Moving ahead, if we assume that the system is time-invariant, then a time shift in the input results in a time shift in the output.
It implies that the output due to a time-shifted impulse is a time-shifted version of the output.
The impulse is given by:
H{δ[n-k]}=h[n-k]
Therefore, the output of an LTI system is given by a weighted sum of time-shifted impulse responses.
It is a direct consequence of expressing the input as a weighted sum of time-shifted basis functions.
The convolution sum equation is given below:
x[n]*h[n]=Σ x[k]h[n-k].
The input will be decomposed as a sum of weighted and time-shifted unit impulses, with the kth impulse input represented in the right half as:
H{x[k]δ[n-k]}=x[k]h[n-k].
The output component is obtained by shifting the impulse response k units in time and multiplying by x[k]. The total output y[n] in response to the input x[n] is obtained by finding the summation of all the individual outputs:
y[n]=Σ x[k]h[n-k].
For each value of n, we find the sum of the outputs associated with each weighted and time-shifted impulse input from k=-infinity to +inifnity.
Convolution sum evaluation procedure
As mentioned earlier convolution sum is expressed as:
y[n]=Σ x[k]h[n-k].
Let us suppose, we define the intermediate signal as:
wn[k]=x[k]h[n-k].
as the product of x[k] and h[n-k]. In this definition, k is the independent variable and we explicitly indicate that n is treated as a constant by writing n as a subscript.
Now as we know,
h[n-k] = h[-(k-n)], it is reflected and time shifted version of h[k].

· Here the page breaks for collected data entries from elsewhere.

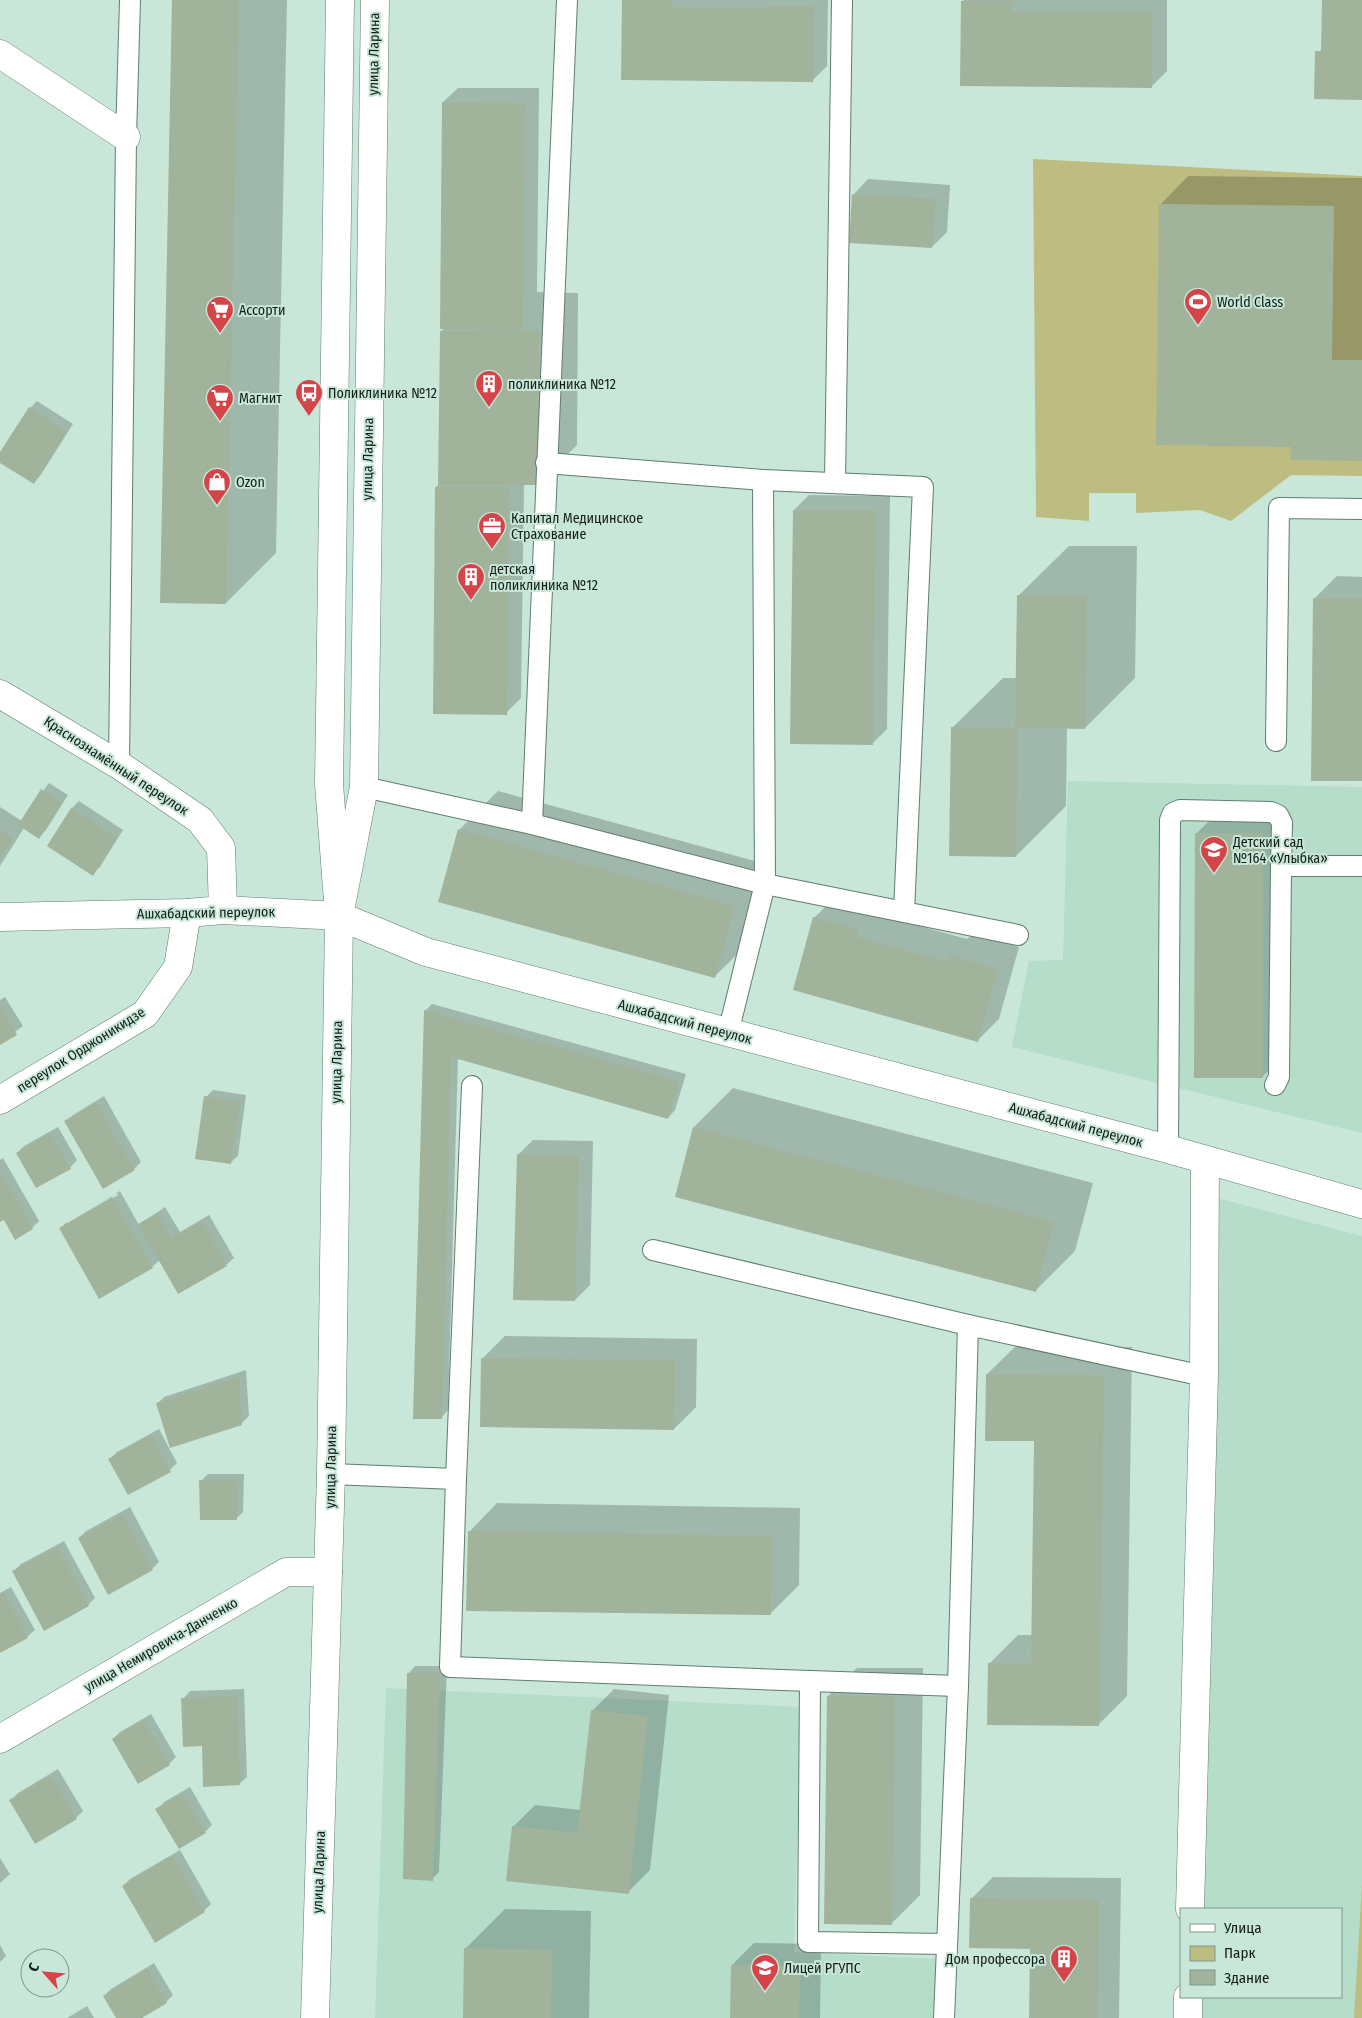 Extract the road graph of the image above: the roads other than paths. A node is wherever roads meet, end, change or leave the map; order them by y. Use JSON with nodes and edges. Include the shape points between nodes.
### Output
{"nodes":[{"id":1,"x":130,"y":0,"type":"edge"},
{"id":2,"x":340,"y":0,"type":"edge"},
{"id":3,"x":375,"y":0,"type":"edge"},
{"id":4,"x":567,"y":0,"type":"edge"},
{"id":5,"x":842,"y":0,"type":"edge"},
{"id":6,"x":0,"y":54,"type":"edge"},
{"id":7,"x":126,"y":136,"type":"junction"},
{"id":8,"x":546,"y":463,"type":"junction"},
{"id":9,"x":763,"y":480,"type":"junction"},
{"id":10,"x":835,"y":483,"type":"junction"},
{"id":11,"x":1362,"y":509,"type":"edge"},
{"id":12,"x":0,"y":694,"type":"edge"},
{"id":13,"x":1276,"y":741,"type":"dead end"},
{"id":14,"x":119,"y":765,"type":"junction"},
{"id":15,"x":364,"y":787,"type":"junction"},
{"id":16,"x":532,"y":824,"type":"junction"},
{"id":17,"x":1281,"y":866,"type":"junction"},
{"id":18,"x":1362,"y":866,"type":"edge"},
{"id":19,"x":766,"y":884,"type":"junction"},
{"id":20,"x":223,"y":910,"type":"junction"},
{"id":21,"x":904,"y":912,"type":"junction"},
{"id":22,"x":187,"y":913,"type":"junction"},
{"id":23,"x":339,"y":916,"type":"junction"},
{"id":24,"x":0,"y":917,"type":"edge"},
{"id":25,"x":1018,"y":935,"type":"dead end"},
{"id":26,"x":728,"y":1033,"type":"junction"},
{"id":27,"x":1275,"y":1085,"type":"dead end"},
{"id":28,"x":472,"y":1086,"type":"dead end"},
{"id":29,"x":0,"y":1100,"type":"edge"},
{"id":30,"x":1168,"y":1149,"type":"junction"},
{"id":31,"x":1206,"y":1160,"type":"junction"},
{"id":32,"x":1362,"y":1204,"type":"edge"},
{"id":33,"x":653,"y":1250,"type":"dead end"},
{"id":34,"x":968,"y":1326,"type":"junction"},
{"id":35,"x":1204,"y":1376,"type":"junction"},
{"id":36,"x":331,"y":1474,"type":"junction"},
{"id":37,"x":456,"y":1479,"type":"junction"},
{"id":38,"x":328,"y":1572,"type":"junction"},
{"id":39,"x":810,"y":1681,"type":"junction"},
{"id":40,"x":958,"y":1686,"type":"junction"},
{"id":41,"x":0,"y":1739,"type":"edge"},
{"id":42,"x":1190,"y":1908,"type":"edge"},
{"id":43,"x":947,"y":1944,"type":"junction"},
{"id":44,"x":1188,"y":1998,"type":"edge"},
{"id":45,"x":315,"y":2018,"type":"edge"},
{"id":46,"x":944,"y":2018,"type":"edge"},
{"id":47,"x":1188,"y":2018,"type":"edge"}],
"edges":[{"from":1,"to":7,"type":"lane"},
{"from":2,"to":23,"type":"main road","name":"улица Ларина","via":[[329,784]]},
{"from":3,"to":15,"type":"main road","name":"улица Ларина"},
{"from":4,"to":8,"type":"lane"},
{"from":5,"to":10,"type":"lane"},
{"from":6,"to":7,"type":"main road"},
{"from":7,"to":14,"type":"lane"},
{"from":8,"to":9,"type":"lane"},
{"from":8,"to":16,"type":"lane"},
{"from":9,"to":10,"type":"lane"},
{"from":9,"to":19,"type":"lane"},
{"from":10,"to":21,"type":"lane","via":[[923,486]]},
{"from":11,"to":13,"type":"lane","via":[[1279,508]]},
{"from":12,"to":14,"type":"main road","name":"Краснознамённый переулок"},
{"from":14,"to":20,"type":"main road","name":"Краснознамённый переулок","via":[[200,820],[221,848]]},
{"from":15,"to":16,"type":"lane"},
{"from":15,"to":23,"type":"main road","name":"улица Ларина"},
{"from":16,"to":19,"type":"lane"},
{"from":17,"to":18,"type":"lane"},
{"from":17,"to":27,"type":"lane","via":[[1279,1077]]},
{"from":17,"to":30,"type":"lane","via":[[1282,823],[1278,815],[1270,812],[1180,810],[1173,813],[1170,820]]},
{"from":19,"to":21,"type":"lane"},
{"from":19,"to":26,"type":"lane"},
{"from":20,"to":22,"type":"main road","name":"Ашхабадский переулок"},
{"from":20,"to":23,"type":"main road","name":"Ашхабадский переулок"},
{"from":21,"to":25,"type":"lane"},
{"from":22,"to":24,"type":"main road","name":"Ашхабадский переулок"},
{"from":22,"to":29,"type":"main road","name":"переулок Орджоникидзе","via":[[178,968],[145,1014]]},
{"from":23,"to":26,"type":"main road","name":"Ашхабадский переулок","via":[[426,952]]},
{"from":23,"to":36,"type":"main road","name":"улица Ларина"},
{"from":26,"to":30,"type":"main road","name":"Ашхабадский переулок"},
{"from":28,"to":37,"type":"lane"},
{"from":30,"to":31,"type":"main road","name":"Ашхабадский переулок"},
{"from":31,"to":32,"type":"main road","name":"Ашхабадский переулок"},
{"from":31,"to":35,"type":"main road"},
{"from":33,"to":34,"type":"lane"},
{"from":34,"to":35,"type":"lane"},
{"from":34,"to":40,"type":"lane"},
{"from":35,"to":42,"type":"main road"},
{"from":36,"to":37,"type":"lane"},
{"from":36,"to":38,"type":"main road","name":"улица Ларина"},
{"from":37,"to":39,"type":"lane","via":[[450,1667]]},
{"from":38,"to":41,"type":"main road","name":"улица Немировича-Данченко","via":[[286,1572]]},
{"from":38,"to":45,"type":"main road","name":"улица Ларина"},
{"from":39,"to":40,"type":"lane"},
{"from":39,"to":43,"type":"lane","via":[[808,1942]]},
{"from":40,"to":43,"type":"lane"},
{"from":43,"to":46,"type":"lane"},
{"from":44,"to":47,"type":"main road"}]}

Therefore, if n is negative, then h[n-k] is obtained by time shifting h[-k] to the left.
While if the n is positive then h[-k] is shifted to the right. This time shift determines the time at which we evaluate the output of the system, as:
y[n]=Σ wn[k].
Though, we only need to determine one signal wn[k], for each time n at which we desire to evaluate the output.
Procedure 1:
Reflect and shift convolution sum evaluation
Step 1: Graph both x[k] and h[n-k] as a function of the independent variable k. To determineh[n-k], first reflect h[k] about k=0 to obtain h[-k], then shift by -n.
Step 2: Start with n being large and negative.
Step 3: Write the mathematical expression to represent the intermediate signal i.e wn[k].
Step 4: Increase shift n toward the right until the mathematical representation for wn[k] changes.
Step 5: Let n, be the new interval.
Step 6: At every interval of time shifts, sum all the values of the corresponding wn[k] to obtain y[n] on that interval.
Reference
Introduction to time-domain representation, convolution sum, and evaluation procedure.